La más reciente novela del laureado escritor y premio nobel de literatura Mario Vargas Llosa lleva por título “Tiempos recios”. No es objeto del presente artículo comentar la misma, por lo demás muy interesante, inspirada en la turbulenta política latinoamericana de mitad del siglo pasado, sino reparar en el hecho de que, según reconoce el autor, el título de su obra es una expresión de la gran Santa Teresa de Ávila, la cual exclamara ante las ingentes dificultades de su siglo y que, en su caso, fueron tan continuas y mortificantes: ¡Nos ha tocado vivir en tiempos recios!
La expresión no puede ser más apropiada para definir la singular situación en que vivimos con la emergencia de esta terrible pandemia. La misma nos toca de diferentes maneras y con particulares acentos. Los mensajes nos llegan hasta saturarnos y, triste es confesarlo, en no pocas ocasiones con un tinte trágico y apocalíptico, acentuándose así hasta niveles patológicos nuestros miedos y ansiedades.
Estamos, sin alguna duda, ante el surgimiento de una crisis. No una crisis cualquiera, sino que por sus peculiares características podemos definirla como una crisis sistémica, pues la misma ha impactado, impacta e impactará sensiblemente en todo el devenir de la humanidad actual.

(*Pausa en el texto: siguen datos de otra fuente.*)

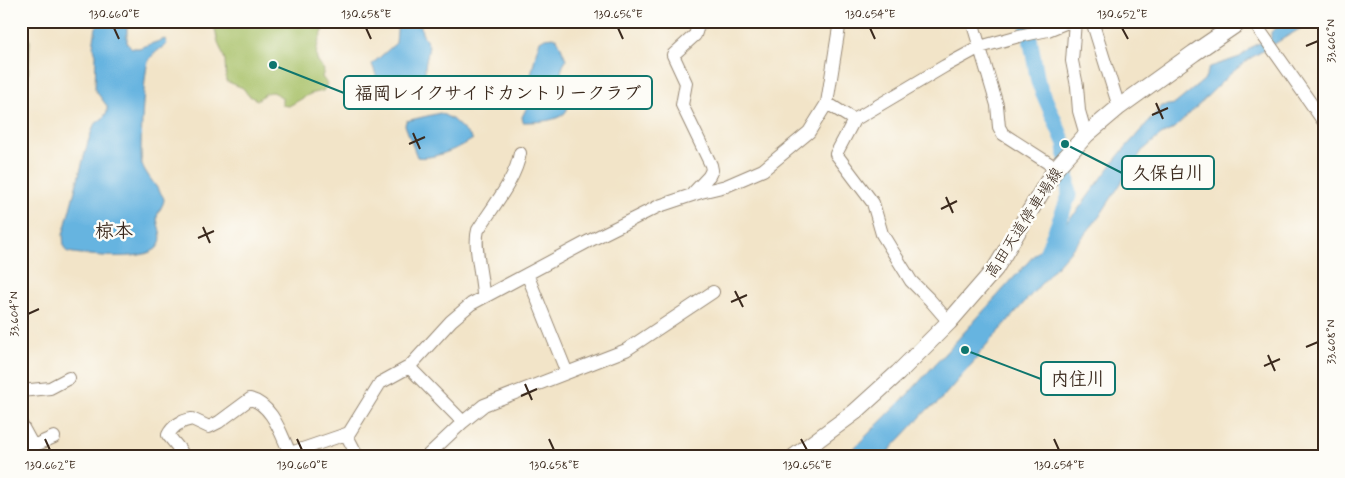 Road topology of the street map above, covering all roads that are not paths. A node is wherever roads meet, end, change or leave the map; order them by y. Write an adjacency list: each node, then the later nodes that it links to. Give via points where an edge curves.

Como nos señalan los pensadores Edgar Morin y Patrick Viveret: “las crisis agravan las incertidumbres, favorecen los interrogantes; pueden estimular la búsqueda de nuevas soluciones o, por el contrario, provocar reacciones patológicas” (Cómo vivir en tiempos de crisis. Editorial Icaria, Barcelona, 2010. Pág. 15).
Pero conviene, al propio tiempo, no olvidar que en sus orígenes el ideograma chino asigna al vocablo crisis un doble significado: peligro y oportunidad. La modesta pretensión de este artículo es motivar la reflexión sobre este último aspecto de la crisis que nos ha sobrevenido. Comparto algunas ideas, a título preliminar.
1.- Abiertos a la incertidumbre y a lo desconocido. Un minúsculo como invasivo agente viral nos ha trastocado las agendas; nos ha modificado y aplazado muchos planes; nos ha hecho cada vez más conscientes de que lo imprevisto e inimaginado puede ocurrir, demandando de nosotros nuevas y pertinentes respuestas, despertando facultades dormidas o desconocidas y dotándonos de más coraje y templanza para hacer frente a la adversidad.
2.- Vivir es reconocernos frágiles y vulnerables. Por sobre las diferencias accidentes de cualquier naturaleza, al reconocernos como tales, crece en nosotros la conciencia de lo que tenemos en común: ¡nuestra humanidad!
3.- Vivir es cultivar la compasión y la solidaridad. Salvo excepciones, la pandemia del coronavirus nos va descubriendo tanto en el mundo como en nuestro país tantos gestos hermosos de nobleza, desprendimiento y solidaridad. ¿No es este un signo verdaderamente esperanzador en medio del desconcierto?
Desde esta perspectiva, como en algún momento afirmara Edgar Morin, anteriormente citado, “no estamos ante el fin del mundo sino ante el fin de un mundo”. Un mundo que por sobre la competitividad privilegie la cooperación; que sepa distinguir lo urgente de lo que de verdad importa.
A este respecto, vienen a mi memoria, al momento de redactar estas reflexiones, aquellos hermosos fragmentos de la poesía de John Donne, escrita en 1624 y en los que encontró inspiración Hemingway para dar título a su hermosa novela “Por quién doblan las campanas”:
“Ningún hombre es una isla entera por sí mismo.
Cada hombre es una pieza del continente,
una parte del todo.
Si el mar lleva una porción de tierra, toda Europa queda disminuida
Como si fuera un
promontorio
O la casa de uno de tus amigos, o la tuya propia.
Ninguna persona
es una isla;
La muerte de cualquiera
me afecta,
Porque me encuentro unido a toda la humanidad.